Bobin. La présence pure
La couleur jaune monte à ses feuilles comme le rouge aux joues des timides.
Ce n’est pas seulement un arbre devant une fenêtre. C’est un conseiller que j’interroge et qui m’instruit par sa manière d’aller tout en hésitations et ruptures – vers le Très-Pur.
Ce qui est blessé en nous demande asile aux plus petites choses de la terre et le trouve.
La neige l’a recouvert pendant la nuit de lumière pure, comme une mère relevant un drap sur le corps de son enfant endormi.
Il y a une naissance simultanée de nos yeux et du monde, un sentiment de « première fois » où ce qui regarde et ce qui est regardé se donnent le jour.
J’aime appuyer ma main sur le tronc d’un arbre devant lequel je passe, non pour m’assurer de l’existence de l’arbre – dont je ne doute pas – mais de la mienne.
Quelques gouttes de pluie bavardent en riant à l’extrémité de ses branches, avant de sauter dans le vide.

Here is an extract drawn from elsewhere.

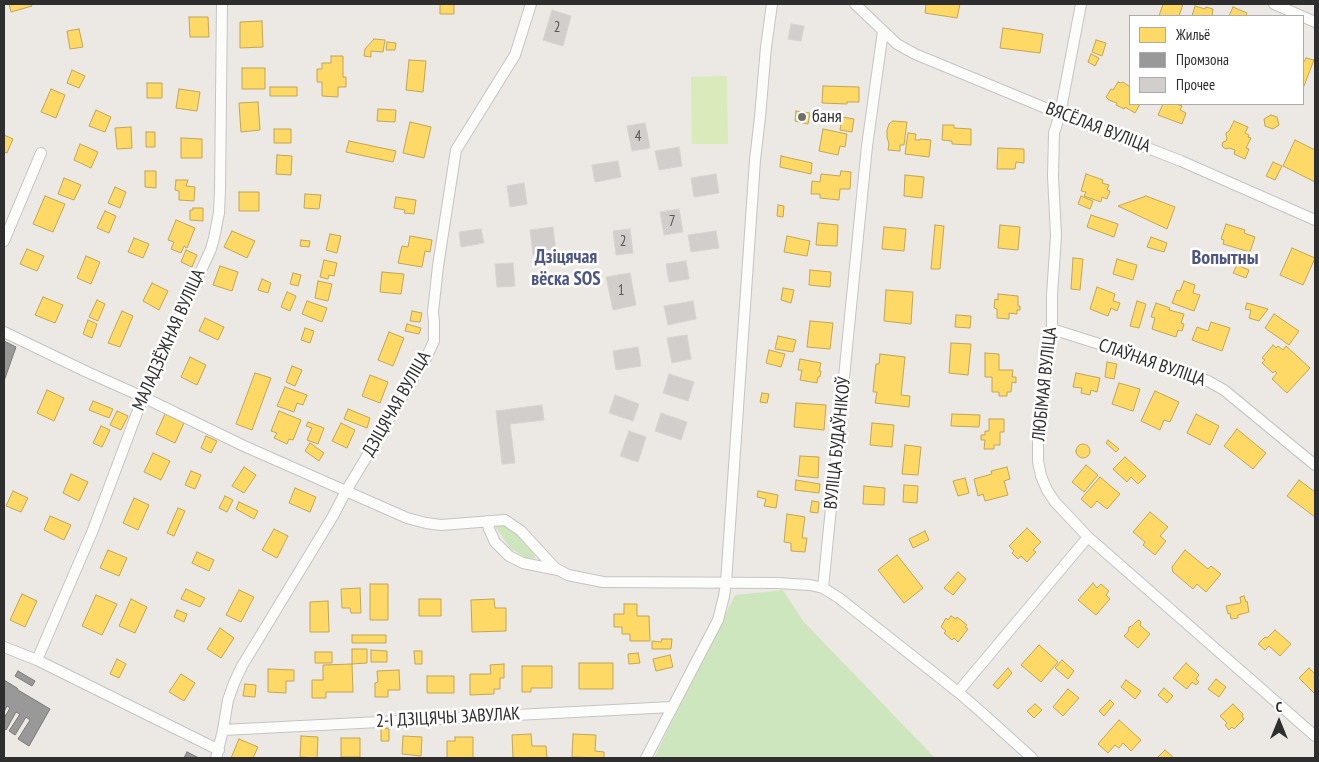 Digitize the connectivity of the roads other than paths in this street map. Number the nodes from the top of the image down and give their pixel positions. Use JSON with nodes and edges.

L’arbre est un livre ouvert. Le vent d’aujourd’hui en tourne distraitement les pages comme s’il pensait à autre chose.
Moineaux, écureuils et corneilles : l’arbre reçoit un courrier chaque jour plus abondant.
Je suis né dans un monde qui commençait de ne plus vouloir entendre parler de la mort et qui est aujourd’hui parvenu à ses fins, sans comprendre qu’il s’est du coup condamné à ne plus entendre parler de la grâce.
J’ai toujours le même âge que ceux que je rencontre.